** About this task **
Every record that follows should be output exactly as it is given.

Data excerpts
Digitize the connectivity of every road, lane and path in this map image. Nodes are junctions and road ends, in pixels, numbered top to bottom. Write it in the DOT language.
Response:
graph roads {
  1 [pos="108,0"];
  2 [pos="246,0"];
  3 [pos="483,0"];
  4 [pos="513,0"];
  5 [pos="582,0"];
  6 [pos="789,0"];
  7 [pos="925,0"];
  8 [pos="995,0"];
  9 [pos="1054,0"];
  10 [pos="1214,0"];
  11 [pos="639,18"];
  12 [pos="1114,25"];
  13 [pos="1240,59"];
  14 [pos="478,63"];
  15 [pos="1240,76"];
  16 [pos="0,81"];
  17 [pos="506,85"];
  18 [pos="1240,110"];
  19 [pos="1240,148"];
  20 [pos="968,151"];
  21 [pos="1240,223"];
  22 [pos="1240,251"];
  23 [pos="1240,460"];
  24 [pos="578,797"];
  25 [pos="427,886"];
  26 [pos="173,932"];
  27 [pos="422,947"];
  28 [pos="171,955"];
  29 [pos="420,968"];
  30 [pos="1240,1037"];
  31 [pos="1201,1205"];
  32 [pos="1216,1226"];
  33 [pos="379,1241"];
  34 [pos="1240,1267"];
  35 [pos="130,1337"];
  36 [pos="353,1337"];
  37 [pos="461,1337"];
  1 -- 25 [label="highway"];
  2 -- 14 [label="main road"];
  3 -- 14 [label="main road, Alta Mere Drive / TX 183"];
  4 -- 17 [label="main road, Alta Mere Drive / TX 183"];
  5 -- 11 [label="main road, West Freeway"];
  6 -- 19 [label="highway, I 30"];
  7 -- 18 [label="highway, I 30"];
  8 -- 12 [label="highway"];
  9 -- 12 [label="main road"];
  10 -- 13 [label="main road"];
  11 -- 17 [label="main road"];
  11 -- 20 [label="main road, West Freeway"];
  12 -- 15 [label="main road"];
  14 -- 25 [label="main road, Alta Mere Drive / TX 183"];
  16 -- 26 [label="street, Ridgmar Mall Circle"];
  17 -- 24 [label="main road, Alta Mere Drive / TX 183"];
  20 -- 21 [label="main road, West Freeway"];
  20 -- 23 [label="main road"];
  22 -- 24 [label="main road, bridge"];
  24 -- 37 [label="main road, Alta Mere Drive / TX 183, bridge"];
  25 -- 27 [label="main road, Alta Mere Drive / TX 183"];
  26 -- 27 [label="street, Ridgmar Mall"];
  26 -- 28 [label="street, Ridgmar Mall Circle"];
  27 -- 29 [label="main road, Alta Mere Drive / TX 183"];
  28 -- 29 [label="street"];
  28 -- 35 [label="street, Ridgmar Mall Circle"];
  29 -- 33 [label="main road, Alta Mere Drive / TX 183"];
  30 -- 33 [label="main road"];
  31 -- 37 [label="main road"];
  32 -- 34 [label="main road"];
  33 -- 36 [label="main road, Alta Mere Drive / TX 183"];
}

** Output of the exercise **
Digitize the connectivity of every road, lane and path in this map image. Nodes are junctions and road ends, in pixels, numbered top to bottom. Write it in the DOT language.
Response:
graph roads {
  1 [pos="108,0"];
  2 [pos="246,0"];
  3 [pos="483,0"];
  4 [pos="513,0"];
  5 [pos="582,0"];
  6 [pos="789,0"];
  7 [pos="925,0"];
  8 [pos="995,0"];
  9 [pos="1054,0"];
  10 [pos="1214,0"];
  11 [pos="639,18"];
  12 [pos="1114,25"];
  13 [pos="1240,59"];
  14 [pos="478,63"];
  15 [pos="1240,76"];
  16 [pos="0,81"];
  17 [pos="506,85"];
  18 [pos="1240,110"];
  19 [pos="1240,148"];
  20 [pos="968,151"];
  21 [pos="1240,223"];
  22 [pos="1240,251"];
  23 [pos="1240,460"];
  24 [pos="578,797"];
  25 [pos="427,886"];
  26 [pos="173,932"];
  27 [pos="422,947"];
  28 [pos="171,955"];
  29 [pos="420,968"];
  30 [pos="1240,1037"];
  31 [pos="1201,1205"];
  32 [pos="1216,1226"];
  33 [pos="379,1241"];
  34 [pos="1240,1267"];
  35 [pos="130,1337"];
  36 [pos="353,1337"];
  37 [pos="461,1337"];
  1 -- 25 [label="highway"];
  2 -- 14 [label="main road"];
  3 -- 14 [label="main road, Alta Mere Drive / TX 183"];
  4 -- 17 [label="main road, Alta Mere Drive / TX 183"];
  5 -- 11 [label="main road, West Freeway"];
  6 -- 19 [label="highway, I 30"];
  7 -- 18 [label="highway, I 30"];
  8 -- 12 [label="highway"];
  9 -- 12 [label="main road"];
  10 -- 13 [label="main road"];
  11 -- 17 [label="main road"];
  11 -- 20 [label="main road, West Freeway"];
  12 -- 15 [label="main road"];
  14 -- 25 [label="main road, Alta Mere Drive / TX 183"];
  16 -- 26 [label="street, Ridgmar Mall Circle"];
  17 -- 24 [label="main road, Alta Mere Drive / TX 183"];
  20 -- 21 [label="main road, West Freeway"];
  20 -- 23 [label="main road"];
  22 -- 24 [label="main road, bridge"];
  24 -- 37 [label="main road, Alta Mere Drive / TX 183, bridge"];
  25 -- 27 [label="main road, Alta Mere Drive / TX 183"];
  26 -- 27 [label="street, Ridgmar Mall"];
  26 -- 28 [label="street, Ridgmar Mall Circle"];
  27 -- 29 [label="main road, Alta Mere Drive / TX 183"];
  28 -- 29 [label="street"];
  28 -- 35 [label="street, Ridgmar Mall Circle"];
  29 -- 33 [label="main road, Alta Mere Drive / TX 183"];
  30 -- 33 [label="main road"];
  31 -- 37 [label="main road"];
  32 -- 34 [label="main road"];
  33 -- 36 [label="main road, Alta Mere Drive / TX 183"];
}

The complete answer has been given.